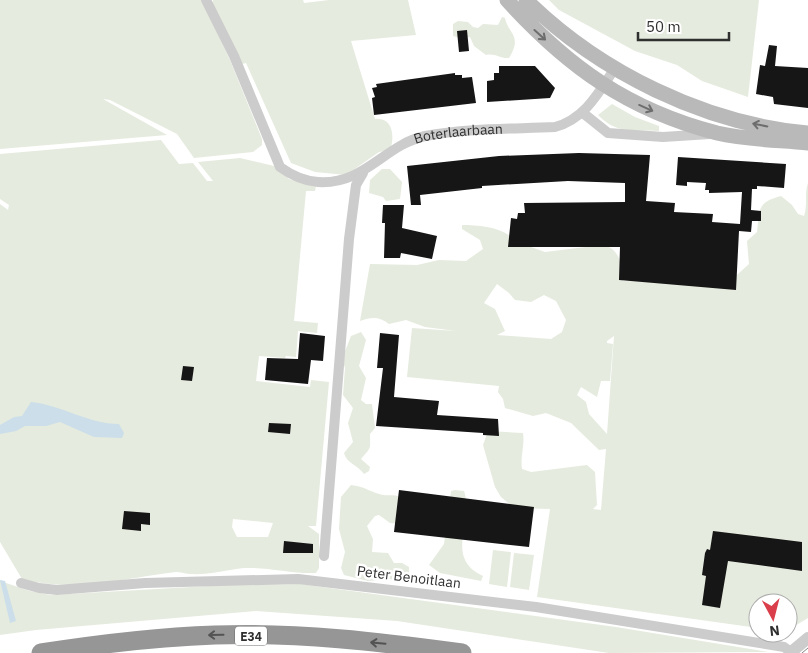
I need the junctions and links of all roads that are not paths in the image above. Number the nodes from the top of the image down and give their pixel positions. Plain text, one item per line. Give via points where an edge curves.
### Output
1 (206, 0) edge
2 (507, 0) edge
3 (526, 0) edge
4 (615, 68) junction
5 (603, 86) junction
6 (583, 113) junction
7 (808, 132) edge
8 (718, 133) junction
9 (808, 143) edge
10 (363, 172) junction
11 (324, 556) dead end
12 (21, 583) dead end
13 (808, 638) edge
14 (41, 653) edge
15 (462, 653) edge
16 (790, 653) edge

1 - 10 street, Boterlaarbaan via 234,56 280,167 290,175 314,182 341,181
2 -> 5 main road via 536,32
3 - 4 main road via 571,38
4 - 5 street, Boterlaarbaan
7 -> 4 main road via 755,124 699,108 648,87
5 - 6 street, Boterlaarbaan
5 -> 8 main road via 666,116
6 - 8 street via 602,130 619,135 682,137
6 - 10 street, Boterlaarbaan via 555,127 423,136 397,148
8 - 9 main road
10 - 11 street via 356,185 352,214
12 - 16 street, Peter Benoitlaan via 65,590 144,583 298,579 536,606 784,647
13 - 16 street
15 -> 14 highway, E34 via 310,638 217,635 121,641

▬▬▬

▶ **PROBLEM DETAILS**
Pictures aside, write out all of the records exactly.

▶ **REPLY TO THE EXERCISE**
I need the junctions and links of all roads that are not paths in the image above. Number the nodes from the top of the image down and give their pixel positions. Plain text, one item per line. Give via points where an edge curves.
### Output
1 (206, 0) edge
2 (507, 0) edge
3 (526, 0) edge
4 (615, 68) junction
5 (603, 86) junction
6 (583, 113) junction
7 (808, 132) edge
8 (718, 133) junction
9 (808, 143) edge
10 (363, 172) junction
11 (324, 556) dead end
12 (21, 583) dead end
13 (808, 638) edge
14 (41, 653) edge
15 (462, 653) edge
16 (790, 653) edge

1 - 10 street, Boterlaarbaan via 234,56 280,167 290,175 314,182 341,181
2 -> 5 main road via 536,32
3 - 4 main road via 571,38
4 - 5 street, Boterlaarbaan
7 -> 4 main road via 755,124 699,108 648,87
5 - 6 street, Boterlaarbaan
5 -> 8 main road via 666,116
6 - 8 street via 602,130 619,135 682,137
6 - 10 street, Boterlaarbaan via 555,127 423,136 397,148
8 - 9 main road
10 - 11 street via 356,185 352,214
12 - 16 street, Peter Benoitlaan via 65,590 144,583 298,579 536,606 784,647
13 - 16 street
15 -> 14 highway, E34 via 310,638 217,635 121,641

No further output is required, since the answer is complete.